Bearded One, you're getting into one of these "context" problems. There was an NYT article from a few months back, about "integration" and "modularity", and how Microsoft will claim whichever is advantageous to the business plan in any particular situation. I occasionally allude back to with the ironic "it's so modular, it's integrated!", or vice versa. My between the lines reading during the tortured consent decree proceedings was that IE wasn't badly designed ( in terms of arbitrary entanglement with the system), as I had once thought. There's probably some lumping stuff together in dll's that shouldn't be, but that problem could be easily fixed.
Of course, no matter how "modular" IE is, invoking the code in different contexts will lead to interactions you wouldn't see if it were "just a browser", and that could lead to odd consequences.

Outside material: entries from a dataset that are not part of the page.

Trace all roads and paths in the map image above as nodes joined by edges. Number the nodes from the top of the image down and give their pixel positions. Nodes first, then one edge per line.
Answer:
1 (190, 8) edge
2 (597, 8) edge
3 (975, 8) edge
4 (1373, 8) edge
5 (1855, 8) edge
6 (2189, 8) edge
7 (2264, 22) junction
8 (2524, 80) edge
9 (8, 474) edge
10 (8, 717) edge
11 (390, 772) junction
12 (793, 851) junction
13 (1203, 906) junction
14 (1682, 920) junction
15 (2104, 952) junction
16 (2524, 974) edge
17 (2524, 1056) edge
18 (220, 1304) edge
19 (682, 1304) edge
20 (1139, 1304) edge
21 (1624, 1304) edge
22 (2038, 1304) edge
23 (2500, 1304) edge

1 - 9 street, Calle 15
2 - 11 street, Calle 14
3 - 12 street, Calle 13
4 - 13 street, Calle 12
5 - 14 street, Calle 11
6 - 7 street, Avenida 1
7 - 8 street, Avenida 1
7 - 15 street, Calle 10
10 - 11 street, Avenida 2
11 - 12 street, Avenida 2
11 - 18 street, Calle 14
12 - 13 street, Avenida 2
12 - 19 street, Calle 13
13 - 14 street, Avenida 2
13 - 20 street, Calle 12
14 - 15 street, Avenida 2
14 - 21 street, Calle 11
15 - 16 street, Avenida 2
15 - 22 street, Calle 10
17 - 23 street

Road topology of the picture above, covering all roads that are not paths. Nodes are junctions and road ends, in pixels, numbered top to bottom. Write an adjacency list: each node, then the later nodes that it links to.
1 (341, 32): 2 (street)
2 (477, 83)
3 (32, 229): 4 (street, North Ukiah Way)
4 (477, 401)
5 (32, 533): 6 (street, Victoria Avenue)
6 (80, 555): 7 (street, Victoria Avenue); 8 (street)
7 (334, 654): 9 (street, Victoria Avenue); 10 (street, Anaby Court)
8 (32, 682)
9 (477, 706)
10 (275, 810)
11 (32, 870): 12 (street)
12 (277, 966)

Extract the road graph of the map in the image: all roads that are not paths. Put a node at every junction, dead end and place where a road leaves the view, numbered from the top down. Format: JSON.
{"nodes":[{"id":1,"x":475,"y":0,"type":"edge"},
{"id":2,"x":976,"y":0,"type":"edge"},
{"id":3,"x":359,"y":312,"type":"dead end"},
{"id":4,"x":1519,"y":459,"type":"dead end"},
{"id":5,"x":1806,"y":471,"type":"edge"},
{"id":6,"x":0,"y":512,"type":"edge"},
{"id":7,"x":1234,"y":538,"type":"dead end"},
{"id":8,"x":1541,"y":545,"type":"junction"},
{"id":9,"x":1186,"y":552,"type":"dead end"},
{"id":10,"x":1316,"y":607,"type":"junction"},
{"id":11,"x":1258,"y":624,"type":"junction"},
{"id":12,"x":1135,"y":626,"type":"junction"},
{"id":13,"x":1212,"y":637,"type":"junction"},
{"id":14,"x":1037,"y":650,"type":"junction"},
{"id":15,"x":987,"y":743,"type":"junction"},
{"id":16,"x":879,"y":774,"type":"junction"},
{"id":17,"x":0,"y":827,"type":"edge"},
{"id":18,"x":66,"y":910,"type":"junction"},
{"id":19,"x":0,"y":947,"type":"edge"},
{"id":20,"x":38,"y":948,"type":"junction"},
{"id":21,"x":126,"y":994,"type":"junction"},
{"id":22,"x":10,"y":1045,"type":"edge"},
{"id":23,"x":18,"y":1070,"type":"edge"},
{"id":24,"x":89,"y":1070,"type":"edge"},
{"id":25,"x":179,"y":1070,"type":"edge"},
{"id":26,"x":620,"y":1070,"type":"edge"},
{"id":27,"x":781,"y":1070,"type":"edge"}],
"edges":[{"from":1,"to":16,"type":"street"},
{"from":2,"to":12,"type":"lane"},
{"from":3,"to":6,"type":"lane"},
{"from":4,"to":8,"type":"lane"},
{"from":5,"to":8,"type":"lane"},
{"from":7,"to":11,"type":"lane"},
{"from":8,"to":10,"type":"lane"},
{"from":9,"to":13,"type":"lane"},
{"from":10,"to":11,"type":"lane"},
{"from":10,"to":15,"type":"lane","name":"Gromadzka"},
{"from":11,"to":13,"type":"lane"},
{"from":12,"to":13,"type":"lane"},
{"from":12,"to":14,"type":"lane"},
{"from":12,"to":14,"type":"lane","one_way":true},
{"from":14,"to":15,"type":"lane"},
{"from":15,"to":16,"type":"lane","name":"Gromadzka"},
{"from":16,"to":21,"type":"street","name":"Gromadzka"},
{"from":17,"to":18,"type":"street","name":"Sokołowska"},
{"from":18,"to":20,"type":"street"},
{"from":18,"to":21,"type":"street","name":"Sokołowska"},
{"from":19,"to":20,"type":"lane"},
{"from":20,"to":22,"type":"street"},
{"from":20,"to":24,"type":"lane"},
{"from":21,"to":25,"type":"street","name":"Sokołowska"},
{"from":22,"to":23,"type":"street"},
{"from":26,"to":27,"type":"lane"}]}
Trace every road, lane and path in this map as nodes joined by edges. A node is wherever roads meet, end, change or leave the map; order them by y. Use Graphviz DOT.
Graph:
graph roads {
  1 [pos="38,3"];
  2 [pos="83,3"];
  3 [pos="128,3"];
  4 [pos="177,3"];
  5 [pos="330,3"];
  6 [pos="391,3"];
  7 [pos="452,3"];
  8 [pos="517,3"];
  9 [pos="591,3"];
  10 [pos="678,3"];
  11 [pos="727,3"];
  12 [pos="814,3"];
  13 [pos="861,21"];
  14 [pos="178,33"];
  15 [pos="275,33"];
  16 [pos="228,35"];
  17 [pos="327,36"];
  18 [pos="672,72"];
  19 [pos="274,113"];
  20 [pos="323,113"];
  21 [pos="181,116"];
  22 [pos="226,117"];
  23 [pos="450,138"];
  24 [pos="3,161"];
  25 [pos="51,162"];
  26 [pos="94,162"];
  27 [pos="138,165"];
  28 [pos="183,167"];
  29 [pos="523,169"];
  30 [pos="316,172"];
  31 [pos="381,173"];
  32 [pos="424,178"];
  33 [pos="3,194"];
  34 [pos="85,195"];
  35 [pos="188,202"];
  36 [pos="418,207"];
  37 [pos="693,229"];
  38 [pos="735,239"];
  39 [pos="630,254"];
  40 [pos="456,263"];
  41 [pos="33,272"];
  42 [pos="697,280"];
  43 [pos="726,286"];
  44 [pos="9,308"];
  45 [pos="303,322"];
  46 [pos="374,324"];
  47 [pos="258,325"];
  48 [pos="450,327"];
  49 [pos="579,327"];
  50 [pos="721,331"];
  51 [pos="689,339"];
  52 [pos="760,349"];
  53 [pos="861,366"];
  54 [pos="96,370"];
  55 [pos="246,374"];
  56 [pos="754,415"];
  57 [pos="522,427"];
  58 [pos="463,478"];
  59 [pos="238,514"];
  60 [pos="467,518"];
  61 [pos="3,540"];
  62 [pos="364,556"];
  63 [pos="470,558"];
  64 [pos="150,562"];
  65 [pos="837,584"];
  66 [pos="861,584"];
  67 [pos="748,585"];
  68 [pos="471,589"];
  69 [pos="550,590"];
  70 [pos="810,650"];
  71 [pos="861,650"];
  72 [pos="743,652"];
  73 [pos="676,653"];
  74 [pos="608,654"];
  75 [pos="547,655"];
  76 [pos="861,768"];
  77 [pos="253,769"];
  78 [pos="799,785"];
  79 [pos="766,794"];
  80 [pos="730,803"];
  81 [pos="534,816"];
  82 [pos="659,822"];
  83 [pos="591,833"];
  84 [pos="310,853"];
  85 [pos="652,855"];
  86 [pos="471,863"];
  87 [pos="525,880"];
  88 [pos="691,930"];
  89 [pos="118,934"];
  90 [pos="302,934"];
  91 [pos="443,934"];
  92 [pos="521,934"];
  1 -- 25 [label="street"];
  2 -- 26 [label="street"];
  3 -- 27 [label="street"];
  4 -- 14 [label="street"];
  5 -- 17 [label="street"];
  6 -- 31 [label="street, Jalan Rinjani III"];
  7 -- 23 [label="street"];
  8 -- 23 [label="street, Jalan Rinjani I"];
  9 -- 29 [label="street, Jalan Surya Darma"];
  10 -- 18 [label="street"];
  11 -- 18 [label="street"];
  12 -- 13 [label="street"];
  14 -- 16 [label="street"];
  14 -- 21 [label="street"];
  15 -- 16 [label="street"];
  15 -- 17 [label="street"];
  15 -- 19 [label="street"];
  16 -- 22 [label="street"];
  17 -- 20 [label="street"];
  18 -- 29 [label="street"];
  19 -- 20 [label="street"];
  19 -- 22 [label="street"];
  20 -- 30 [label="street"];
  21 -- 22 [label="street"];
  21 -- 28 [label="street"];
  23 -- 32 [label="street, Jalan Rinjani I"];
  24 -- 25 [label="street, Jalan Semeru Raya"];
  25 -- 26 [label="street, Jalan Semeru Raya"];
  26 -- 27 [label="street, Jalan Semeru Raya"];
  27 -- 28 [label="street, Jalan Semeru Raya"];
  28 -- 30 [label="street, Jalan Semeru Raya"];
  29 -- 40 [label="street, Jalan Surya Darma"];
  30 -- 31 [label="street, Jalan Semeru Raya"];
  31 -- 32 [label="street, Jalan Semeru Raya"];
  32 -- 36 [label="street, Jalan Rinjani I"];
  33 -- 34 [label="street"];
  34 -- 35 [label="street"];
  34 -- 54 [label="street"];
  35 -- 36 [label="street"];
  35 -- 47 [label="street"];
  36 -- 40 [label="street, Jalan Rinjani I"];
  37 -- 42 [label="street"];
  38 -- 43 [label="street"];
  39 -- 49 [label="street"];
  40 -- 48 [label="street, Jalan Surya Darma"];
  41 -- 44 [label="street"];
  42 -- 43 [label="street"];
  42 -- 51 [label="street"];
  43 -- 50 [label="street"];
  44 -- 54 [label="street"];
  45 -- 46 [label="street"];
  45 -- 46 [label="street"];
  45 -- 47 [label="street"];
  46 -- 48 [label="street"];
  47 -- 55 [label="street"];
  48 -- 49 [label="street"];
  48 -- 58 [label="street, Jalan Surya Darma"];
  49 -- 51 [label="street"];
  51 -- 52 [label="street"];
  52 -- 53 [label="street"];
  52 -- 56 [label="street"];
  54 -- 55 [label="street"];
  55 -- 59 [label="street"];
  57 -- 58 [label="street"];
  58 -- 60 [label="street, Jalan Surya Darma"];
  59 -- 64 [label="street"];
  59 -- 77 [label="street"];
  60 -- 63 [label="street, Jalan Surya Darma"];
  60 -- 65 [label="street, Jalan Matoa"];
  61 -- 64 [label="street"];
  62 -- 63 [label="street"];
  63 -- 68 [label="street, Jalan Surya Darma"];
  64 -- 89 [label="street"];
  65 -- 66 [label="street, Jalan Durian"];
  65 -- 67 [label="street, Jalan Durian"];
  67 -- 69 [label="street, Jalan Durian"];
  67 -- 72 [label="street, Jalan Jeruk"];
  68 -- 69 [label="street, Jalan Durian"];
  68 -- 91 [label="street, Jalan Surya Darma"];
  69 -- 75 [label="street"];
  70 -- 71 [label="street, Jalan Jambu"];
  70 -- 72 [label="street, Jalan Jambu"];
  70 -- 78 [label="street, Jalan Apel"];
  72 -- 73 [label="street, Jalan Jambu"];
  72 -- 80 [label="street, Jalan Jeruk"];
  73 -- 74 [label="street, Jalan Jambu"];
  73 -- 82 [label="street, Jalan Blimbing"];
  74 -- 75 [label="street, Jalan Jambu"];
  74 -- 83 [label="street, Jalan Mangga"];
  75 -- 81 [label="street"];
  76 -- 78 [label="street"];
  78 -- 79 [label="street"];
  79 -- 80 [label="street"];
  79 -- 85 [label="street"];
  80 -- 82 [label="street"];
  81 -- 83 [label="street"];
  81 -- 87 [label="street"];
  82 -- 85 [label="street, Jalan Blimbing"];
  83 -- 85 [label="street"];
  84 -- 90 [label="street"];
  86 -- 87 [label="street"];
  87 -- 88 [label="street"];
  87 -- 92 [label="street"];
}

There were also stories about how IE5 was going to be more concise, less bloated. Who knows, I don't know if anybody outside of Microsoft can really say what goes on. Somebody point me to some (current) references on how Windows really works, internally, I'd go off and read up on it. There was ntinternals.com, but first they got censored, then they got their domain name lawyerized out of existence. Leave the lawyers out of it! the Microsofties cry. Hahaha.
Looking back at your message, though, there is a basic problem with "integration", that is, the intentional blurring of application and system code. Apps should be apps, they can mess themselves up but they shouldn't be capable of messing up anything else. Depending on what "integrated with the OS" means, that may not be the case with IE. If nothing else, it's bizarre that if you install IE4, installing IE3 on top of it will hose your system.